__WHAT IS REQUIRED__. Reproduce the entries in full. Exclude all images from the copy.
INFORMATION GIVEN START
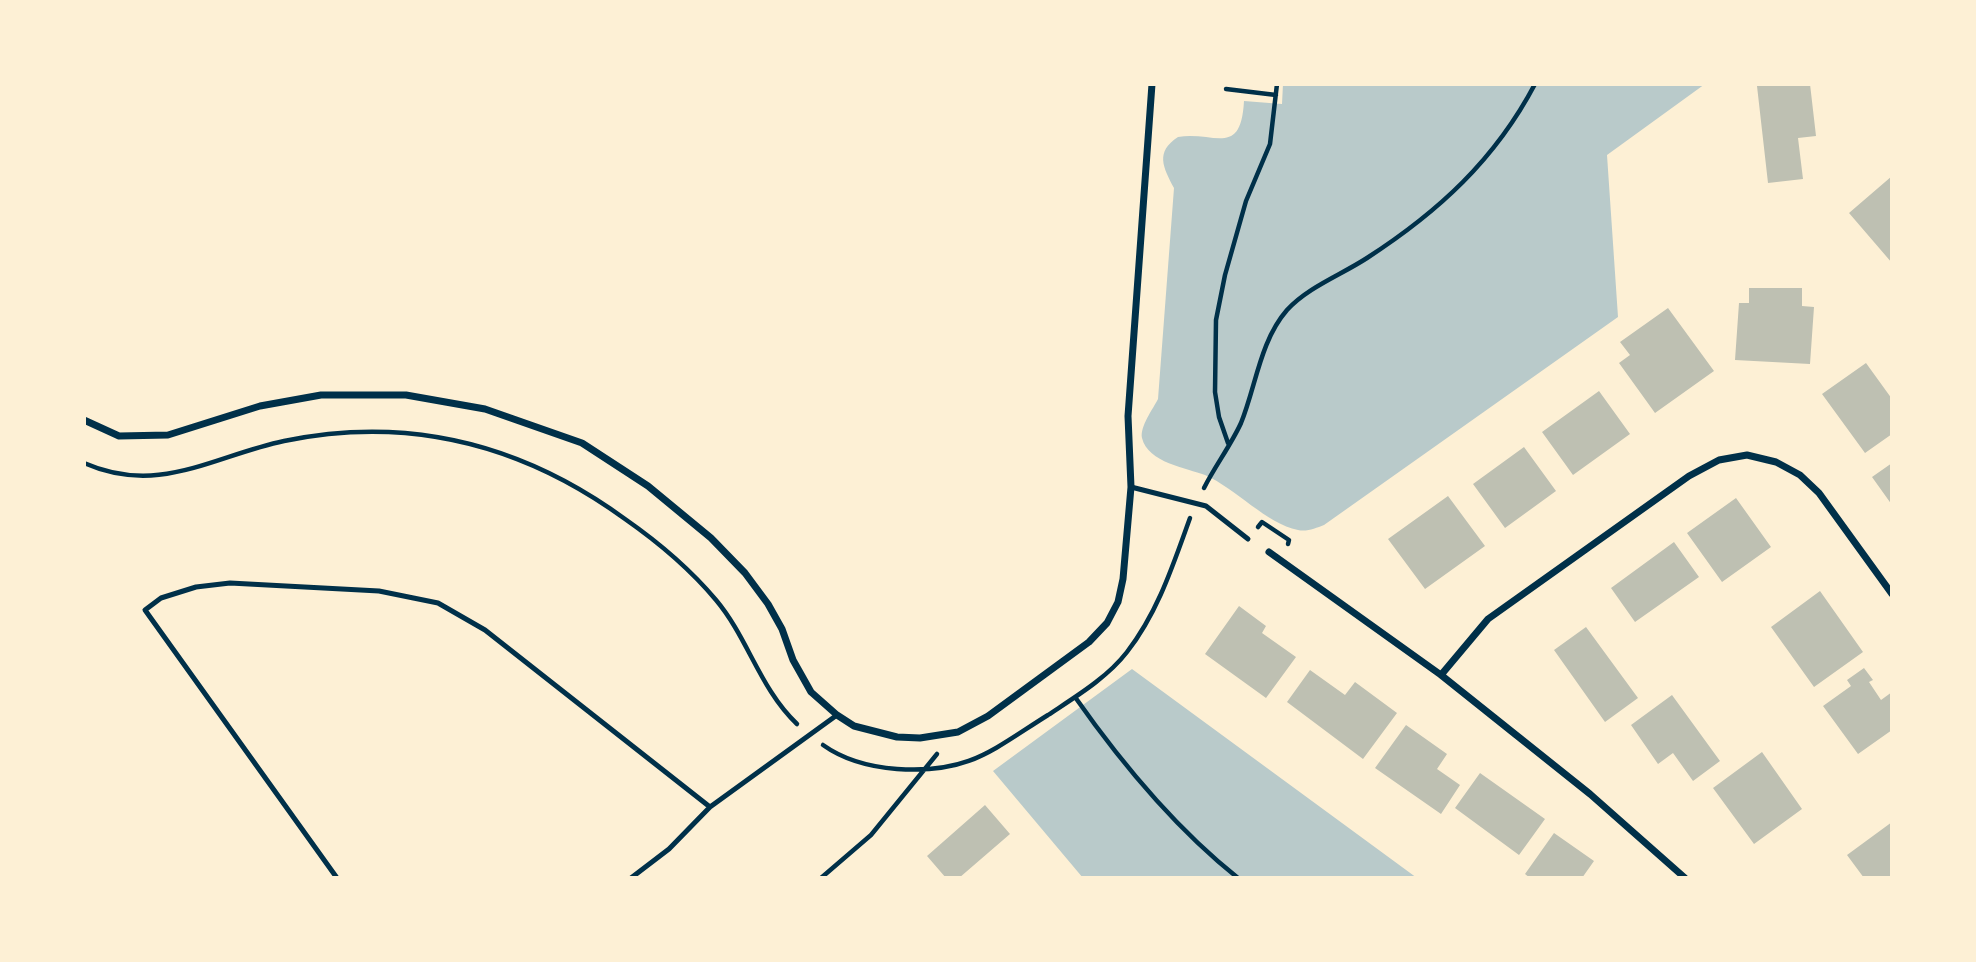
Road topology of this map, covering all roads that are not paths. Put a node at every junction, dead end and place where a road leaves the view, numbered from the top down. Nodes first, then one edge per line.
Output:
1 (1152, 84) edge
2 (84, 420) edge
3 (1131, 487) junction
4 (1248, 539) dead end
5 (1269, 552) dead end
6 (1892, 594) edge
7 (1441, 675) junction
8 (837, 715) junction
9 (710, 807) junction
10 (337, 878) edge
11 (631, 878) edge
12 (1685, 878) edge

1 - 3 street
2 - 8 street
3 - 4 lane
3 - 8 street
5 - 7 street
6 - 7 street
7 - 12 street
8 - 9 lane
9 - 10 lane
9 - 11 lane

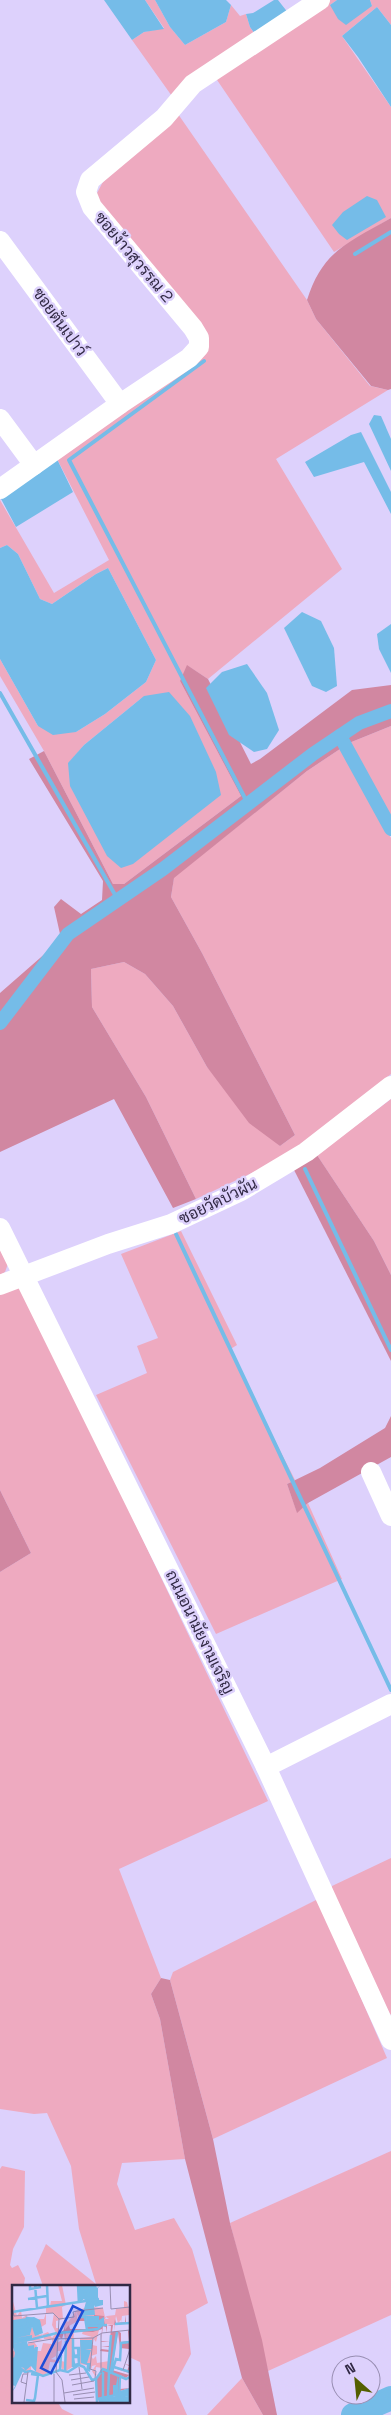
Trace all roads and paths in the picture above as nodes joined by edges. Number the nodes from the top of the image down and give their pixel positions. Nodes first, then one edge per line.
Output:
INFORMATION GIVEN END
__ANSWER TO THE EXERCISE__.
Road topology of this map, covering all roads that are not paths. Put a node at every junction, dead end and place where a road leaves the view, numbered from the top down. Nodes first, then one edge per line.
Output:
1 (1152, 84) edge
2 (84, 420) edge
3 (1131, 487) junction
4 (1248, 539) dead end
5 (1269, 552) dead end
6 (1892, 594) edge
7 (1441, 675) junction
8 (837, 715) junction
9 (710, 807) junction
10 (337, 878) edge
11 (631, 878) edge
12 (1685, 878) edge

1 - 3 street
2 - 8 street
3 - 4 lane
3 - 8 street
5 - 7 street
6 - 7 street
7 - 12 street
8 - 9 lane
9 - 10 lane
9 - 11 lane

Trace all roads and paths in the picture above as nodes joined by edges. Number the nodes from the top of the image down and give their pixel positions. Nodes first, then one edge per line.
Output:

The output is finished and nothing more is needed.